“Non è stata droga, né sono state le percosse, Federico è morto per asfissia”. È la conclusione cui sono giunti Fabio Anselmo e Riccardo Venturi, i legali della famiglia Aldrovandi che hanno voluto anticipare in una conferenza stampa i risultati cui i loro consulenti sono giunti. “A causare la morte del ragazzo lo scorso 25 settembre è stata la posizione cui Federico è stato sottoposto per circa 15 minuti”, sostengono gli avvocati dopo aver esaminato gli atti di indagine provenienti dalla polizia, dalla Procura e dai propri periti. “Asfissia posturale” è il termine tecnico che viene usato durante la versione di parte dei fatti. “Dopo l’arrivo della prima pattuglia del 113 – ricostruisce Venturi -, vi fu una violenta colluttazione tra il ragazzo e gli agenti intervenuti (che nel frattempo da due erano diventati quattro con l’arrivo della seconda volante), seguita dall’immobilizzazione forzata a terra del ragazzo, protrattasi per alcuni minuti, in posizione prona e ammanettato con le mani dietro la schiena, mentre almeno un agente di polizia gravava su di lui, comprimendogli la cassa toracica”. La colluttazione sarebbe ammessa, secondo gli avvocati, dagli agenti e testimoniata dalle impronte dei manganelli sul corpo di Federico e dalle ferite al volto e al capo, “anche se – specifica Venturi - gli agenti negano che tali ferite siano riconducibili a percosse da loro inferte”. L’“immobilizzazione forzata” sarebbe confermata dalla “testimonianza di persone – continua il legale -, che hanno assistito all’episodio e sentito i rantoli e le richieste di aiuto del giovane”.
Dal referto di servizio del 118 sarebbe possibile inoltre ricostruire lo svolgersi temporale dei fatti. “La chiamata dalla centrale operativa – prosegue Venturi - del 113 è delle 6.08, l’ambulanza della Croce Rossa e l’auto medicalizzata partono alle 6.10, l’arrivo sul posto della prima risale alle 6.15 e quello della seconda alle 6.18. Dagli atti della polizia emerge inoltre che la richiesta di invio di un’ambulanza è stata radiotrasmessa dalla volante “alfa 3” alla centrale alle 6.04, quando sul posto era già intervenuta la volante “alfa 2””. Secondo questa ricostruzione Federico sarebbe rimasto a terra con le braccia immobilizzate dietro la schiena per undici minuti. “La consapevolezza della necessità di un soccorso medico – aggiunge il difensore – non può che precedere la chiamata delle 6.04; c’è inoltre una testimone, residente nei pressi di via Ippodromo, che riferisce di aver sentito nei minuti precedenti Federico rantolare e chiedere aiuto, e che un poliziotto, steso a terra in posizione prona, tentava di ammanettarlo.

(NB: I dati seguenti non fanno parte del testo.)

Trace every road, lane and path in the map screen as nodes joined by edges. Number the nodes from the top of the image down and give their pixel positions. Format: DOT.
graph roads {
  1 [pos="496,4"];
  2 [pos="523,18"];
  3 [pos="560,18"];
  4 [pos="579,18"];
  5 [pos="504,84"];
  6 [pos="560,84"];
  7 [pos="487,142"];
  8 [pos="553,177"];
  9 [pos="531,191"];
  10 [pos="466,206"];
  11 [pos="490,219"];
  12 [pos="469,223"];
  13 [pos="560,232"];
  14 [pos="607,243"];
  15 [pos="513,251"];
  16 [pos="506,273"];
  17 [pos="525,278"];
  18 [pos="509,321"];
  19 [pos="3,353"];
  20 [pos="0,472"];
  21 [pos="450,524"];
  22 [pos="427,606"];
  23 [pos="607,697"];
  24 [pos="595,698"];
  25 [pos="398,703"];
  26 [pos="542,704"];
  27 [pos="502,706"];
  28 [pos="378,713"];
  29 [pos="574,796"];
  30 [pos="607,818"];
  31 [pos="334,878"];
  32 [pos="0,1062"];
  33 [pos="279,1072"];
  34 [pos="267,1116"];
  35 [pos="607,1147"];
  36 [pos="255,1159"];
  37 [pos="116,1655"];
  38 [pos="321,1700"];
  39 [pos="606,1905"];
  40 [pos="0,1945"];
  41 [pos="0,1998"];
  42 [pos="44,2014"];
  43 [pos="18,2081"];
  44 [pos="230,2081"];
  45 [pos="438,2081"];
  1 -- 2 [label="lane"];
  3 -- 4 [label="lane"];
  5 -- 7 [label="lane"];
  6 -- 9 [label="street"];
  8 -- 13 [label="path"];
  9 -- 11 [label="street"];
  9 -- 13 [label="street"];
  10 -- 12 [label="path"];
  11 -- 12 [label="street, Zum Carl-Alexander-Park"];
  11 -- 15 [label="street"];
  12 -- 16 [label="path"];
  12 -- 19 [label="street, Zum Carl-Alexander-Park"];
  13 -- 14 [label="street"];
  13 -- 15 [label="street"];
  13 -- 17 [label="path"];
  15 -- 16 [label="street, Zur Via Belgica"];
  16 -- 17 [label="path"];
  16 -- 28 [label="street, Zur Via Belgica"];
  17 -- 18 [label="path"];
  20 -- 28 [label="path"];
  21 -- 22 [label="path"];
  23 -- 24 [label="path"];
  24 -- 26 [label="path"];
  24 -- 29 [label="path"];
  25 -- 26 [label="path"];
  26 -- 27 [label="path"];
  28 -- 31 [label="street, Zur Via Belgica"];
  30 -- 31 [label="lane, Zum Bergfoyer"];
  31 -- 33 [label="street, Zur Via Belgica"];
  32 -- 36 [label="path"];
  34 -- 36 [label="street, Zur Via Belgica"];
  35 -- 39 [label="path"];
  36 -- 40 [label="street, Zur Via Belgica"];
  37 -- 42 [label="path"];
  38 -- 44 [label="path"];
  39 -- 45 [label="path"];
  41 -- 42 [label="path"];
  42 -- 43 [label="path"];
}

Una scena che consente di far risalire a prima delle 6.04 l’inizio del “contenimento” e della compressione toracica cui Federico fu sottoposto: è perciò altamente probabile che l’immobilizzazione forzata si sia protratta per circa 15 minuti con conseguenze letali”.
Gli avvocati scartano anche l’ipotesi droga (“l'assunzione di modesti quantitativi di sostanze stupefacenti (eroina e ketamina) da parte del giovane, alcune ore prima della morte, pare avere efficacia causale assai discutibile”). A questo punto Venturi chiede che vengano effettuate “le opportune valutazioni, anche in ordine all’efficacia causale del tardivo soccorso prestato a Federico e al mancato utilizzo del defibrillatore portatile normalmente in dotazione sulle vetture della polizia”.
I consulenti nominati dagli avvocati degli Aldrovandi, Giorgio Gualandri, Manuela Licata e Antonio Zanzi, depositeranno le loro conclusioni lunedì. Per lo stesso giorno si aspetta anche il deposito della perizia medico-legale disposta dal pm sul corpo del ragazzo. Un incrocio di perizie che potrebbe aiutare anche a chiarire alcuni punti oscuri che emergono dal confronto tra la tesi dei legali e la ricostruzione della Questura.
La chiamata al 113 che ha attivato l’intervento della prima volante “non riferirebbe – afferma Venturi - di comportamenti autolesionistici di “un giovane che urlava frasi sconnesse e colpiva alcuni pali della luce con il capo”, ma parlava semplicemente di “un giovane che dà calci dappertutto”. Particolare che farebbe cadere l’ipotesi delle lesioni al capo e al viso che il giovane si sarebbe procurato sbattendo la testa contro pali della luce”. Secondo le forze dell’ordine, inoltre, gli stessi sanitari, al loro arrivo, consigliarono di lasciargli le manette che “solo successivamente gli furono tolte”. “Dalla nostra versione risulta invece – chiarisce l’avvocato - che Federico era già morto all’arrivo dell’ambulanza e proprio i sanitari avrebbero invece chiesto di togliere le manette per eseguire il tentativo di rianimazione, altrimenti impossibile da eseguire”.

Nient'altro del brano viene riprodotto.